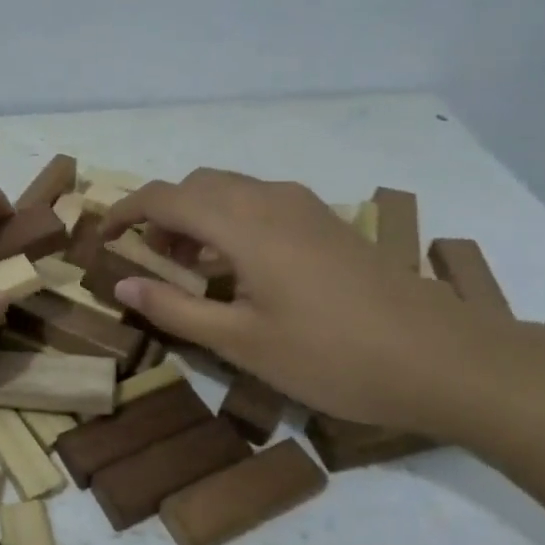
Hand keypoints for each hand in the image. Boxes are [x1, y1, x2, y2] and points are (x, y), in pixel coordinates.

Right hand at [101, 169, 518, 436]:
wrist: (443, 359)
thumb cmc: (332, 357)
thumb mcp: (242, 343)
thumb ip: (175, 309)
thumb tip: (121, 283)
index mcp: (241, 224)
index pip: (164, 197)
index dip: (124, 212)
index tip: (101, 239)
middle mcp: (269, 199)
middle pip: (195, 185)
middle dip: (159, 214)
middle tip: (145, 260)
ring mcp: (303, 206)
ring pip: (228, 190)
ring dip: (195, 216)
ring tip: (186, 267)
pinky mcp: (326, 221)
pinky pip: (258, 202)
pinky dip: (228, 220)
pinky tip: (238, 267)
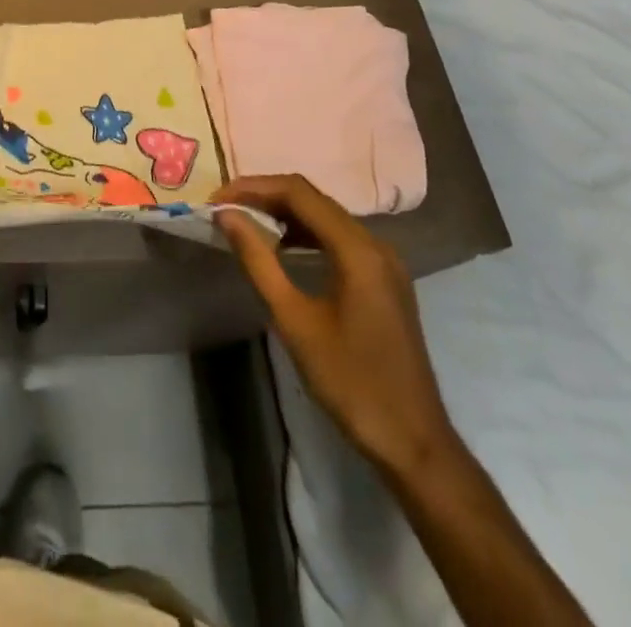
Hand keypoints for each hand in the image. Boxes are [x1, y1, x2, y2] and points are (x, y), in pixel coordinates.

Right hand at [214, 174, 456, 478]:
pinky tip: (281, 248)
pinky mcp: (384, 279)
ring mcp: (384, 261)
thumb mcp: (294, 320)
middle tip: (225, 209)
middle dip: (265, 196)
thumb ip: (258, 260)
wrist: (413, 443)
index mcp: (357, 249)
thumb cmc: (350, 381)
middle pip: (312, 198)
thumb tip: (227, 215)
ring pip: (325, 216)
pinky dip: (305, 233)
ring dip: (284, 213)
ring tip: (245, 224)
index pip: (298, 192)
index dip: (253, 188)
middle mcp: (375, 243)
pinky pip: (338, 237)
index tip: (217, 200)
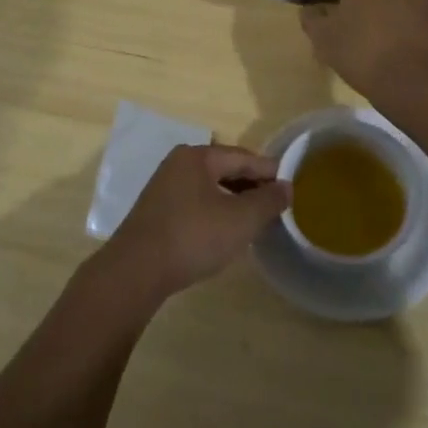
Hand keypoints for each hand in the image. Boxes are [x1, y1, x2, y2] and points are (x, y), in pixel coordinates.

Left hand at [96, 144, 288, 303]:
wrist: (136, 271)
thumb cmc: (193, 237)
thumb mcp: (240, 220)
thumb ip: (267, 201)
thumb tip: (286, 186)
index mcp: (197, 156)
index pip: (243, 157)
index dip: (269, 171)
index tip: (292, 186)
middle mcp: (178, 163)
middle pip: (225, 169)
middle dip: (252, 185)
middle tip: (277, 204)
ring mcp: (164, 187)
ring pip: (210, 187)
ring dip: (234, 199)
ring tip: (256, 218)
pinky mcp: (157, 211)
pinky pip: (196, 202)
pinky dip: (216, 210)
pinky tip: (225, 230)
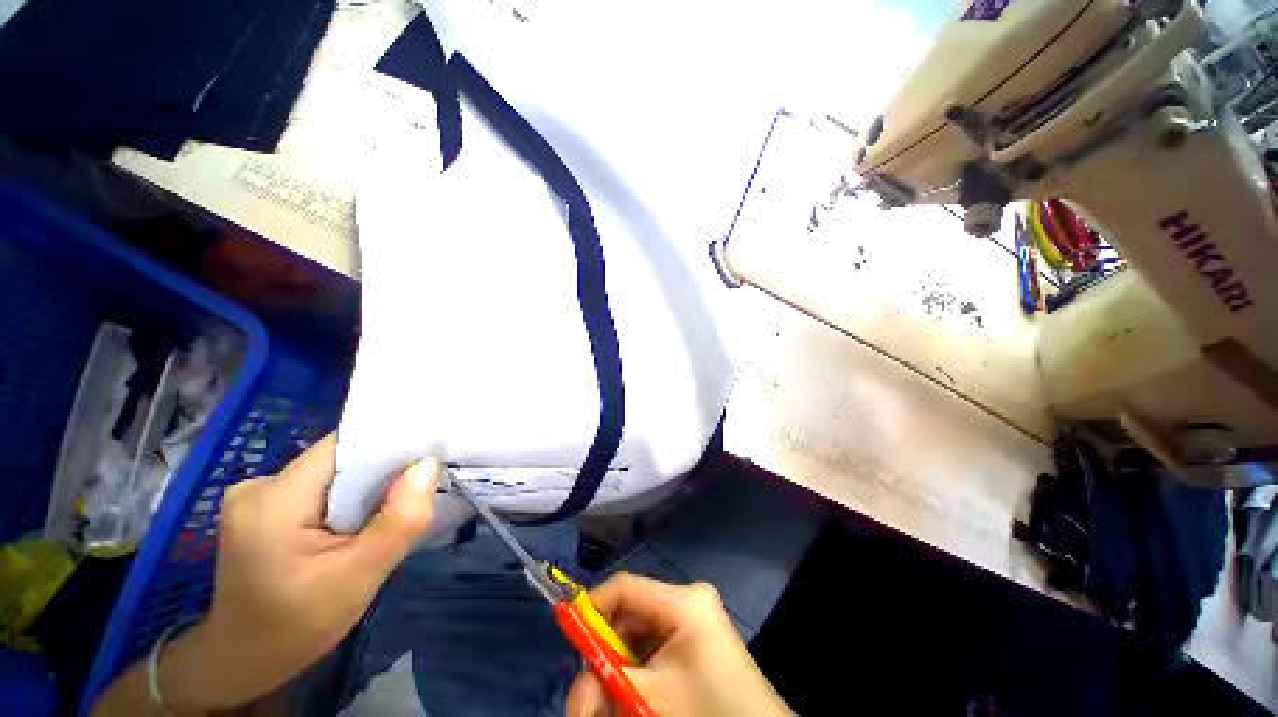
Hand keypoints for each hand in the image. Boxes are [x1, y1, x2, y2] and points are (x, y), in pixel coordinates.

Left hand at [94, 433, 439, 715]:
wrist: (243, 661)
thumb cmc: (296, 627)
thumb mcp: (358, 579)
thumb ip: (398, 521)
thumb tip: (429, 465)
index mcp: (273, 500)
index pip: (344, 446)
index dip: (391, 445)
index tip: (430, 455)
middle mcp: (259, 485)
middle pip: (340, 459)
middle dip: (383, 473)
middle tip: (419, 490)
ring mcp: (257, 495)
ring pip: (334, 473)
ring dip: (368, 489)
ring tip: (393, 510)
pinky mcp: (264, 507)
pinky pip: (322, 488)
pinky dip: (349, 499)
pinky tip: (360, 523)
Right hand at [565, 573, 791, 716]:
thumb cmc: (705, 714)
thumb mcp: (647, 697)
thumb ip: (604, 680)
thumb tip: (576, 675)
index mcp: (683, 600)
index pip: (625, 587)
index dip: (592, 606)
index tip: (568, 635)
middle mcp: (689, 598)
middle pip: (631, 612)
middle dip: (606, 649)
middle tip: (591, 690)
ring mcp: (695, 617)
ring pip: (640, 632)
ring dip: (621, 664)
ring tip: (616, 699)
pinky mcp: (698, 636)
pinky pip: (656, 644)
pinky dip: (639, 668)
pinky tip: (638, 695)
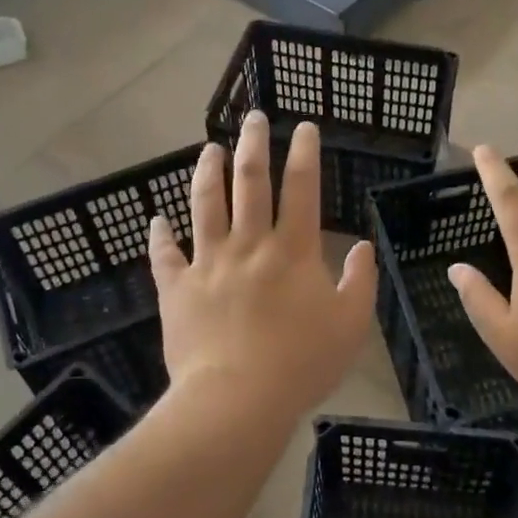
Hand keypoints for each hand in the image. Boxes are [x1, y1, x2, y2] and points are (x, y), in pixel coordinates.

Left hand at [150, 114, 375, 424]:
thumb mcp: (350, 325)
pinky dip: (160, 235)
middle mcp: (249, 245)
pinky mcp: (176, 288)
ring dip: (208, 172)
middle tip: (254, 118)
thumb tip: (360, 246)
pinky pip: (164, 255)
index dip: (305, 153)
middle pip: (250, 181)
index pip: (301, 188)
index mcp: (292, 251)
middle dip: (254, 143)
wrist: (237, 400)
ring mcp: (208, 263)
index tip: (304, 128)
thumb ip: (360, 281)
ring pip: (205, 204)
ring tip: (210, 148)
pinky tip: (157, 220)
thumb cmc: (301, 364)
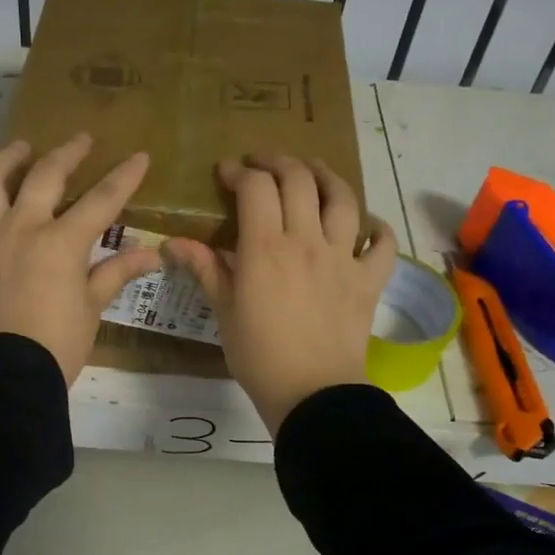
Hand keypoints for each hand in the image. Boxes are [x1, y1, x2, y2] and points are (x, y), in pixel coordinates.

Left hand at [0, 133, 160, 383]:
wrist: (8, 373)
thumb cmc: (59, 343)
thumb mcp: (93, 307)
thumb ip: (116, 272)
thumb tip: (150, 254)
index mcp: (61, 242)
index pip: (101, 200)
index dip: (124, 176)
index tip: (139, 156)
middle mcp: (22, 228)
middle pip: (44, 175)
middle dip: (67, 152)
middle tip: (81, 140)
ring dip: (7, 159)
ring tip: (19, 150)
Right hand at [164, 156, 395, 433]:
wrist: (312, 392)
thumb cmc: (259, 355)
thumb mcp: (224, 311)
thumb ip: (204, 269)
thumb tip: (172, 243)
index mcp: (266, 247)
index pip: (256, 187)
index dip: (239, 171)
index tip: (226, 173)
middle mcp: (308, 240)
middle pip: (299, 179)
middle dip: (278, 162)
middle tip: (263, 164)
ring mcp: (344, 257)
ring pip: (343, 198)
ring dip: (326, 176)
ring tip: (312, 172)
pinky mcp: (369, 279)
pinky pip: (382, 243)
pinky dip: (375, 227)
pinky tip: (365, 224)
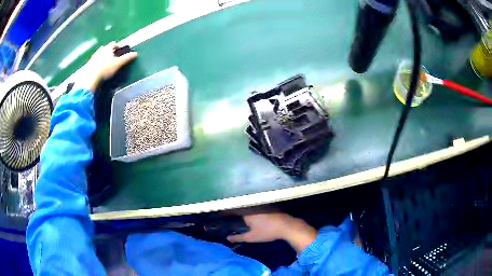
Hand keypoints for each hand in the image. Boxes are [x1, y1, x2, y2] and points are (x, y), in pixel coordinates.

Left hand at [79, 41, 137, 90]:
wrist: (90, 77)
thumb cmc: (105, 69)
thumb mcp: (118, 64)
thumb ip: (127, 58)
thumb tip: (136, 53)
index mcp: (108, 48)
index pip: (114, 44)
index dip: (117, 46)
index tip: (119, 50)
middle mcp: (100, 50)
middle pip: (105, 48)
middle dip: (109, 51)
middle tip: (112, 57)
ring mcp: (93, 57)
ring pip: (99, 54)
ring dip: (102, 57)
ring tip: (105, 63)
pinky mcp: (88, 65)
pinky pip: (94, 62)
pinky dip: (96, 64)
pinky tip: (98, 69)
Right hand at [227, 212, 316, 252]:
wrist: (287, 226)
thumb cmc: (267, 232)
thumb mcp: (251, 237)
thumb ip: (238, 238)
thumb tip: (227, 238)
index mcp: (247, 213)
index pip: (235, 211)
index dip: (230, 214)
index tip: (225, 217)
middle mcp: (253, 206)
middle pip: (243, 209)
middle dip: (239, 213)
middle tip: (235, 219)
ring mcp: (262, 205)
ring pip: (251, 208)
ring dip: (248, 211)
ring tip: (245, 218)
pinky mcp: (270, 206)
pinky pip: (259, 208)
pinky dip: (257, 211)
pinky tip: (258, 217)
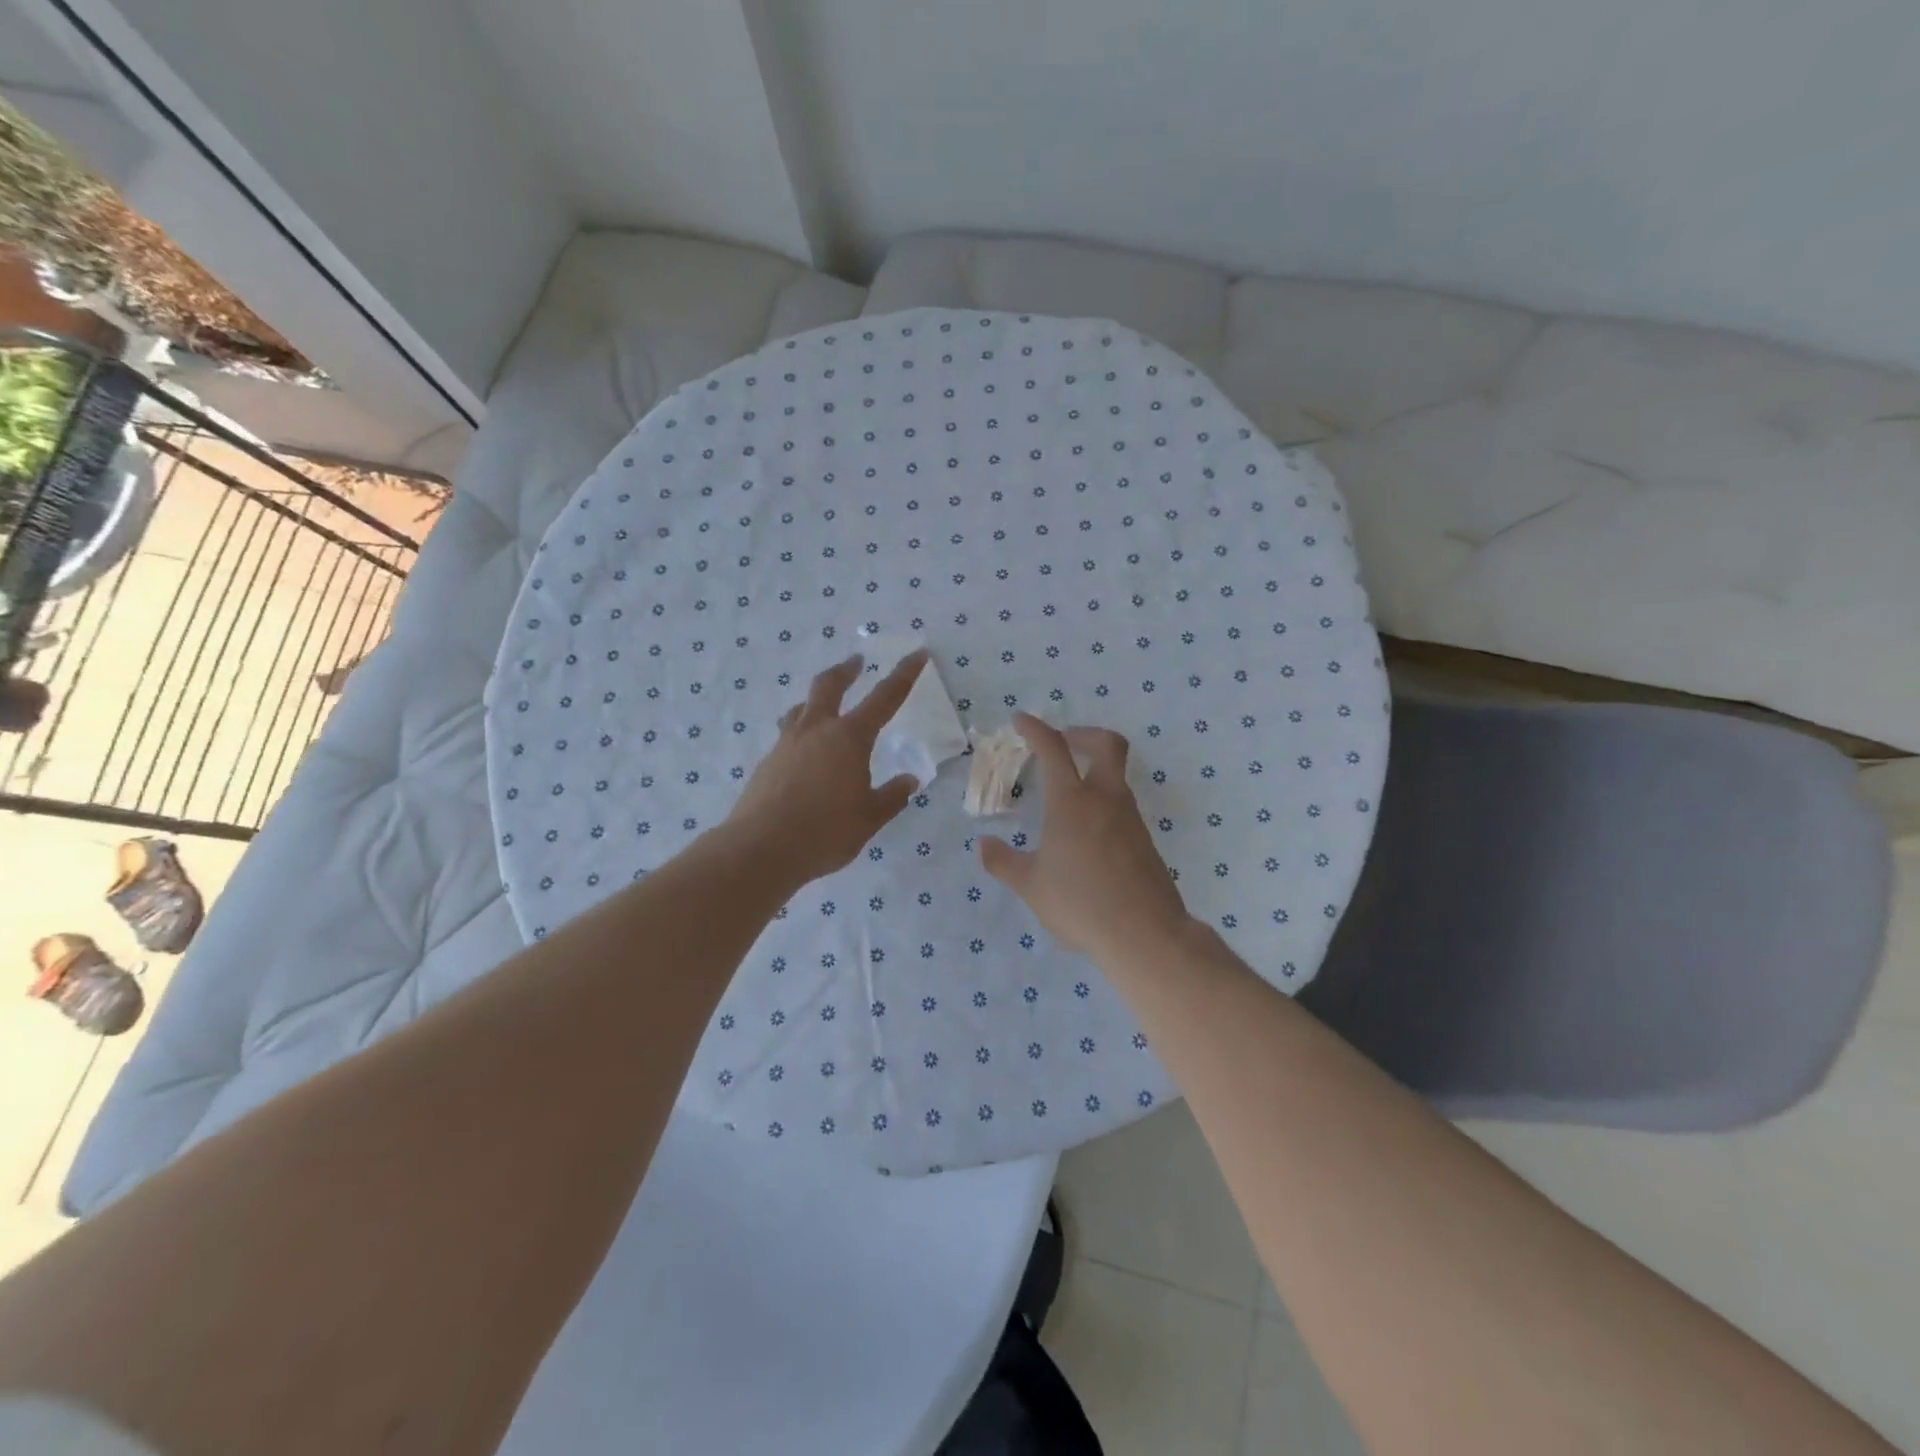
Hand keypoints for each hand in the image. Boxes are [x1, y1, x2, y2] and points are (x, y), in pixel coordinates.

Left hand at [727, 650, 926, 885]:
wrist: (760, 849)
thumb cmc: (825, 832)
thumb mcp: (869, 817)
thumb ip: (892, 797)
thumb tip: (909, 780)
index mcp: (849, 738)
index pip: (884, 698)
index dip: (903, 674)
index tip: (916, 654)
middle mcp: (816, 731)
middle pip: (829, 685)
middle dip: (846, 671)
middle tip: (856, 662)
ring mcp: (786, 744)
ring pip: (801, 709)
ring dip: (816, 700)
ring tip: (823, 707)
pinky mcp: (767, 763)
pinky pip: (788, 736)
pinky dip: (801, 733)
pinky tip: (805, 756)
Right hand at [978, 714, 1192, 962]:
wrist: (1145, 933)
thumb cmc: (1080, 904)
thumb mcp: (1031, 886)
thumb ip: (1004, 862)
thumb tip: (983, 845)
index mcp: (1071, 802)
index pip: (1053, 749)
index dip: (1035, 729)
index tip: (1021, 720)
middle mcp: (1105, 799)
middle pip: (1106, 744)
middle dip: (1082, 734)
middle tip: (1062, 745)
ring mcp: (1130, 818)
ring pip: (1116, 776)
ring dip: (1093, 771)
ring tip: (1066, 798)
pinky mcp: (1144, 839)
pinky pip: (1122, 806)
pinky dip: (1103, 802)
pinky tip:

####

The response must match the data line for line, from its first line through the line with "pinky tip: (225, 230)", inclusive, and must leave out the pictures.

TASK RESULT
Hand keypoints for each hand in the image. Boxes are [x1, y1, x2, y2] and points are (x, y), in pixel coordinates.

Right hand at [101, 169, 518, 436]:
wrist: (443, 359)
thumb cmc: (332, 357)
thumb mcp: (242, 343)
thumb ip: (175, 309)
thumb tip: (121, 283)
index mcp: (241, 224)
index pip: (164, 197)
index dip: (124, 212)
index tip: (101, 239)
middle mcp: (269, 199)
middle pip: (195, 185)
middle dip: (159, 214)
middle tip: (145, 260)
ring mcp: (303, 206)
ring pip: (228, 190)
ring dip: (195, 216)
ring tip: (186, 267)
pinky mcp: (326, 221)
pinky pip: (258, 202)
pinky dip: (228, 220)
pinky tip: (238, 267)
Hand keypoints for each hand in the image. Boxes are [x1, y1, x2, y2] and points are (x, y), in pixel coordinates.

Right hand at [214, 174, 456, 478]:
pinky tip: (281, 248)
pinky mcp: (384, 279)
ring mcp: (384, 261)
thumb mcp: (294, 320)
middle tip: (225, 209)
middle dip: (265, 196)
thumb ip: (258, 260)
wrist: (413, 443)
index mcp: (357, 249)
thumb cmc: (350, 381)
middle pip: (312, 198)
thumb tip: (227, 215)
ring pip: (325, 216)
pinky dip: (305, 233)
ring dip: (284, 213)
ring tip: (245, 224)
index pip: (298, 192)
index dip: (253, 188)
middle mcp: (375, 243)
pinky pip: (338, 237)
index tip: (217, 200)
Hand keypoints for each hand in the image. Boxes are [x1, y1, x2, y2] and points are (x, y), in pixel coordinates.

Left hand at [96, 144, 288, 303]:
wrist: (136, 271)
thumb cmc: (193, 237)
thumb mcp: (240, 220)
thumb ip: (267, 201)
thumb tip: (286, 186)
index mcp: (197, 156)
index pip: (243, 157)
index dip: (269, 171)
index tip: (292, 186)
middle mcp: (178, 163)
middle pip: (225, 169)
middle dip: (252, 185)
middle tip: (277, 204)
ring mcp: (164, 187)
ring pip: (210, 187)
ring dip: (234, 199)
ring tip: (256, 218)
pinky mcp: (157, 211)
pinky pip: (196, 202)
pinky dip: (216, 210)
pinky tip: (225, 230)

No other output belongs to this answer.